→ DATA SHOWN
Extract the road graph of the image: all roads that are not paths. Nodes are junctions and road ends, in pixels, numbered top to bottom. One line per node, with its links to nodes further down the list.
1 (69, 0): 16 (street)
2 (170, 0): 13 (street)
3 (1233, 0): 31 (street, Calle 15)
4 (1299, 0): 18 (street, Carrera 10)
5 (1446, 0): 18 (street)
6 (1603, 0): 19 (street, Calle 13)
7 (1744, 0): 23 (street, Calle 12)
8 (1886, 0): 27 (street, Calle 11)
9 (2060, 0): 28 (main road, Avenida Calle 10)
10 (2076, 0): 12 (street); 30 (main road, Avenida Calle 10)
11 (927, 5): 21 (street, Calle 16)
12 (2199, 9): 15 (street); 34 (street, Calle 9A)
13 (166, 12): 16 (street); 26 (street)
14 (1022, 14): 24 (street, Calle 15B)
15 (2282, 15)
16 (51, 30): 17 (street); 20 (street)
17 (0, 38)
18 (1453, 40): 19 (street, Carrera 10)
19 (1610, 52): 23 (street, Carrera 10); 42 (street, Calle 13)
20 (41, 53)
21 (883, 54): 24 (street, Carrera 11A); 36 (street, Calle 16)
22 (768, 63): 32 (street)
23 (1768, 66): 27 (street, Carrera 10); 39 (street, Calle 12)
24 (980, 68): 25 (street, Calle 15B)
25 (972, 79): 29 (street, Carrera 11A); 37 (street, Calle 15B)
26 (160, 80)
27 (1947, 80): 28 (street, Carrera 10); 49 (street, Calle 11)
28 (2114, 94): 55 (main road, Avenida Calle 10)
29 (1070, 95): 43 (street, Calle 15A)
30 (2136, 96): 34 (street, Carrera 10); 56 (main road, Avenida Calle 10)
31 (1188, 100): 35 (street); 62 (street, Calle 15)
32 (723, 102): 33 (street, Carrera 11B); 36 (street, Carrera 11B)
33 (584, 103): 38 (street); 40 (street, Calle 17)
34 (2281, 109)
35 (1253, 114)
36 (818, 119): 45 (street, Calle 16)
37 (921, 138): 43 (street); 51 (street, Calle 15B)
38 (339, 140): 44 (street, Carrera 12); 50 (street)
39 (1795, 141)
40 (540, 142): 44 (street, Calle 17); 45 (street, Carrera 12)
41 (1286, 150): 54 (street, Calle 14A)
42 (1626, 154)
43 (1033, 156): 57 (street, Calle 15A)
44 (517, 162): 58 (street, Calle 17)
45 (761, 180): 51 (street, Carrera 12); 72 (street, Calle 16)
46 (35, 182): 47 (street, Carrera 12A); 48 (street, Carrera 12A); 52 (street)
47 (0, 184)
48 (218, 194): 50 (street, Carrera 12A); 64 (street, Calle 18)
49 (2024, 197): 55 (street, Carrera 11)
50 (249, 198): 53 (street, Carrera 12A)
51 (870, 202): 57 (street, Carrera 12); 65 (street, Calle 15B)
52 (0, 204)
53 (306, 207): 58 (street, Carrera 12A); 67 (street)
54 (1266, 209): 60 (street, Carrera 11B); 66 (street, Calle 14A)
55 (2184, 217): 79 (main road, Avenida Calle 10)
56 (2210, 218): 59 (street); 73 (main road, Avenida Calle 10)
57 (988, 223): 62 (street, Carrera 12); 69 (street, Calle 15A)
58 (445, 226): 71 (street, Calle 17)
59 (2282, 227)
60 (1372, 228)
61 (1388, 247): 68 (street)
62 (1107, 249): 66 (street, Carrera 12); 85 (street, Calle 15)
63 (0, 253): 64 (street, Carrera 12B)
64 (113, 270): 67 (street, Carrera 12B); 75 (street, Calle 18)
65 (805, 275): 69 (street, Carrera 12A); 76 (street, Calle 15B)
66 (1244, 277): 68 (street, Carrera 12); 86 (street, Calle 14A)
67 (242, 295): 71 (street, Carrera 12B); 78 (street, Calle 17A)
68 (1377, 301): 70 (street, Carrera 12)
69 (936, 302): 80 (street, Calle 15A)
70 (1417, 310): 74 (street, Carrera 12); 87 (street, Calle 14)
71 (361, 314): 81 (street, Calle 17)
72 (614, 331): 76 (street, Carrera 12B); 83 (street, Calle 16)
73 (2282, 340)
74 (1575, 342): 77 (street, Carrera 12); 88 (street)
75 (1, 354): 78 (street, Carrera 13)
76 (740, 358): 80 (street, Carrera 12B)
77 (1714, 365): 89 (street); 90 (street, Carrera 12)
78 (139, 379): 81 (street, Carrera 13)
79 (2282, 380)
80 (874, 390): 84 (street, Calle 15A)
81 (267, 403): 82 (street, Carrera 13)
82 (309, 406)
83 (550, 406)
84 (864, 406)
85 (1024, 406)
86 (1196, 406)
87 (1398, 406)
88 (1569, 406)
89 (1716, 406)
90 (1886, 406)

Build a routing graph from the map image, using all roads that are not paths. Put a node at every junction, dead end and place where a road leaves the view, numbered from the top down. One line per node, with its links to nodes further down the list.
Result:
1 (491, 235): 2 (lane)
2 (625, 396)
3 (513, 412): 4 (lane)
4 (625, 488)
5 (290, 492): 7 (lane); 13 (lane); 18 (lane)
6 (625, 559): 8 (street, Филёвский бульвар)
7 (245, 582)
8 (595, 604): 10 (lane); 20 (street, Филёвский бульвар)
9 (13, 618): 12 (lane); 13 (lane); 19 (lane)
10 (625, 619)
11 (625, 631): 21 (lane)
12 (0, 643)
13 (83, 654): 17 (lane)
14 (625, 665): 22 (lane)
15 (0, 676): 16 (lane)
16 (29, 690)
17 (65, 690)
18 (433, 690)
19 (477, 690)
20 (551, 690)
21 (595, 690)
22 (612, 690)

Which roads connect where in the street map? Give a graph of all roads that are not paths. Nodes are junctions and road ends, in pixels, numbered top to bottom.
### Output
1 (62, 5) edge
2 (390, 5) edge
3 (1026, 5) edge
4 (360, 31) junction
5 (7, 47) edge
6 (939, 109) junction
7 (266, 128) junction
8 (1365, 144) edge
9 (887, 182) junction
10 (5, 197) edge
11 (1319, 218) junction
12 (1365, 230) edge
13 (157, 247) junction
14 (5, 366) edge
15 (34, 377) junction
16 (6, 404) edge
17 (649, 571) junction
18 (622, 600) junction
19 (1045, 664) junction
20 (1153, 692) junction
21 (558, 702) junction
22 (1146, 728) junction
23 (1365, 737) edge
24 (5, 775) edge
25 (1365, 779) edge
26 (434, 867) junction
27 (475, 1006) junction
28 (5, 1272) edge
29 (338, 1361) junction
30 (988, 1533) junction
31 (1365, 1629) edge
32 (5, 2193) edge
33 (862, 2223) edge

→ WHAT IS BEING ASKED
When the entries above are retyped, each line must stay exactly as it is.

→ SOLUTION
Extract the road graph of the image: all roads that are not paths. Nodes are junctions and road ends, in pixels, numbered top to bottom. One line per node, with its links to nodes further down the list.
1 (69, 0): 16 (street)
2 (170, 0): 13 (street)
3 (1233, 0): 31 (street, Calle 15)
4 (1299, 0): 18 (street, Carrera 10)
5 (1446, 0): 18 (street)
6 (1603, 0): 19 (street, Calle 13)
7 (1744, 0): 23 (street, Calle 12)
8 (1886, 0): 27 (street, Calle 11)
9 (2060, 0): 28 (main road, Avenida Calle 10)
10 (2076, 0): 12 (street); 30 (main road, Avenida Calle 10)
11 (927, 5): 21 (street, Calle 16)
12 (2199, 9): 15 (street); 34 (street, Calle 9A)
13 (166, 12): 16 (street); 26 (street)
14 (1022, 14): 24 (street, Calle 15B)
15 (2282, 15)
16 (51, 30): 17 (street); 20 (street)
17 (0, 38)
18 (1453, 40): 19 (street, Carrera 10)
19 (1610, 52): 23 (street, Carrera 10); 42 (street, Calle 13)
20 (41, 53)
21 (883, 54): 24 (street, Carrera 11A); 36 (street, Calle 16)
22 (768, 63): 32 (street)
23 (1768, 66): 27 (street, Carrera 10); 39 (street, Calle 12)
24 (980, 68): 25 (street, Calle 15B)
25 (972, 79): 29 (street, Carrera 11A); 37 (street, Calle 15B)
26 (160, 80)
27 (1947, 80): 28 (street, Carrera 10); 49 (street, Calle 11)
28 (2114, 94): 55 (main road, Avenida Calle 10)
29 (1070, 95): 43 (street, Calle 15A)
30 (2136, 96): 34 (street, Carrera 10); 56 (main road, Avenida Calle 10)
31 (1188, 100): 35 (street); 62 (street, Calle 15)
32 (723, 102): 33 (street, Carrera 11B); 36 (street, Carrera 11B)
33 (584, 103): 38 (street); 40 (street, Calle 17)
34 (2281, 109)
35 (1253, 114)
36 (818, 119): 45 (street, Calle 16)
37 (921, 138): 43 (street); 51 (street, Calle 15B)
38 (339, 140): 44 (street, Carrera 12); 50 (street)
39 (1795, 141)
40 (540, 142): 44 (street, Calle 17); 45 (street, Carrera 12)
41 (1286, 150): 54 (street, Calle 14A)
42 (1626, 154)
43 (1033, 156): 57 (street, Calle 15A)
44 (517, 162): 58 (street, Calle 17)
45 (761, 180): 51 (street, Carrera 12); 72 (street, Calle 16)
46 (35, 182): 47 (street, Carrera 12A); 48 (street, Carrera 12A); 52 (street)
47 (0, 184)
48 (218, 194): 50 (street, Carrera 12A); 64 (street, Calle 18)
49 (2024, 197): 55 (street, Carrera 11)
50 (249, 198): 53 (street, Carrera 12A)
51 (870, 202): 57 (street, Carrera 12); 65 (street, Calle 15B)
52 (0, 204)
53 (306, 207): 58 (street, Carrera 12A); 67 (street)
54 (1266, 209): 60 (street, Carrera 11B); 66 (street, Calle 14A)
55 (2184, 217): 79 (main road, Avenida Calle 10)
56 (2210, 218): 59 (street); 73 (main road, Avenida Calle 10)
57 (988, 223): 62 (street, Carrera 12); 69 (street, Calle 15A)
58 (445, 226): 71 (street, Calle 17)
59 (2282, 227)
60 (1372, 228)
61 (1388, 247): 68 (street)
62 (1107, 249): 66 (street, Carrera 12); 85 (street, Calle 15)
63 (0, 253): 64 (street, Carrera 12B)
64 (113, 270): 67 (street, Carrera 12B); 75 (street, Calle 18)
65 (805, 275): 69 (street, Carrera 12A); 76 (street, Calle 15B)
66 (1244, 277): 68 (street, Carrera 12); 86 (street, Calle 14A)
67 (242, 295): 71 (street, Carrera 12B); 78 (street, Calle 17A)
68 (1377, 301): 70 (street, Carrera 12)
69 (936, 302): 80 (street, Calle 15A)
70 (1417, 310): 74 (street, Carrera 12); 87 (street, Calle 14)
71 (361, 314): 81 (street, Calle 17)
72 (614, 331): 76 (street, Carrera 12B); 83 (street, Calle 16)
73 (2282, 340)
74 (1575, 342): 77 (street, Carrera 12); 88 (street)
75 (1, 354): 78 (street, Carrera 13)
76 (740, 358): 80 (street, Carrera 12B)
77 (1714, 365): 89 (street); 90 (street, Carrera 12)
78 (139, 379): 81 (street, Carrera 13)
79 (2282, 380)
80 (874, 390): 84 (street, Calle 15A)
81 (267, 403): 82 (street, Carrera 13)
82 (309, 406)
83 (550, 406)
84 (864, 406)
85 (1024, 406)
86 (1196, 406)
87 (1398, 406)
88 (1569, 406)
89 (1716, 406)
90 (1886, 406)

Build a routing graph from the map image, using all roads that are not paths. Put a node at every junction, dead end and place where a road leaves the view, numbered from the top down. One line per node, with its links to nodes further down the list.
Result:
1 (491, 235): 2 (lane)
2 (625, 396)
3 (513, 412): 4 (lane)
4 (625, 488)
5 (290, 492): 7 (lane); 13 (lane); 18 (lane)
6 (625, 559): 8 (street, Филёвский бульвар)
7 (245, 582)
8 (595, 604): 10 (lane); 20 (street, Филёвский бульвар)
9 (13, 618): 12 (lane); 13 (lane); 19 (lane)
10 (625, 619)
11 (625, 631): 21 (lane)
12 (0, 643)
13 (83, 654): 17 (lane)
14 (625, 665): 22 (lane)
15 (0, 676): 16 (lane)
16 (29, 690)
17 (65, 690)
18 (433, 690)
19 (477, 690)
20 (551, 690)
21 (595, 690)
22 (612, 690)

Which roads connect where in the street map? Give a graph of all roads that are not paths. Nodes are junctions and road ends, in pixels, numbered top to bottom.
### Output
1 (62, 5) edge
2 (390, 5) edge
3 (1026, 5) edge
4 (360, 31) junction
5 (7, 47) edge
6 (939, 109) junction
7 (266, 128) junction
8 (1365, 144) edge
9 (887, 182) junction
10 (5, 197) edge
11 (1319, 218) junction
12 (1365, 230) edge
13 (157, 247) junction
14 (5, 366) edge
15 (34, 377) junction
16 (6, 404) edge
17 (649, 571) junction
18 (622, 600) junction
19 (1045, 664) junction
20 (1153, 692) junction
21 (558, 702) junction
22 (1146, 728) junction
23 (1365, 737) edge
24 (5, 775) edge
25 (1365, 779) edge
26 (434, 867) junction
27 (475, 1006) junction
28 (5, 1272) edge
29 (338, 1361) junction
30 (988, 1533) junction
31 (1365, 1629) edge
32 (5, 2193) edge
33 (862, 2223) edge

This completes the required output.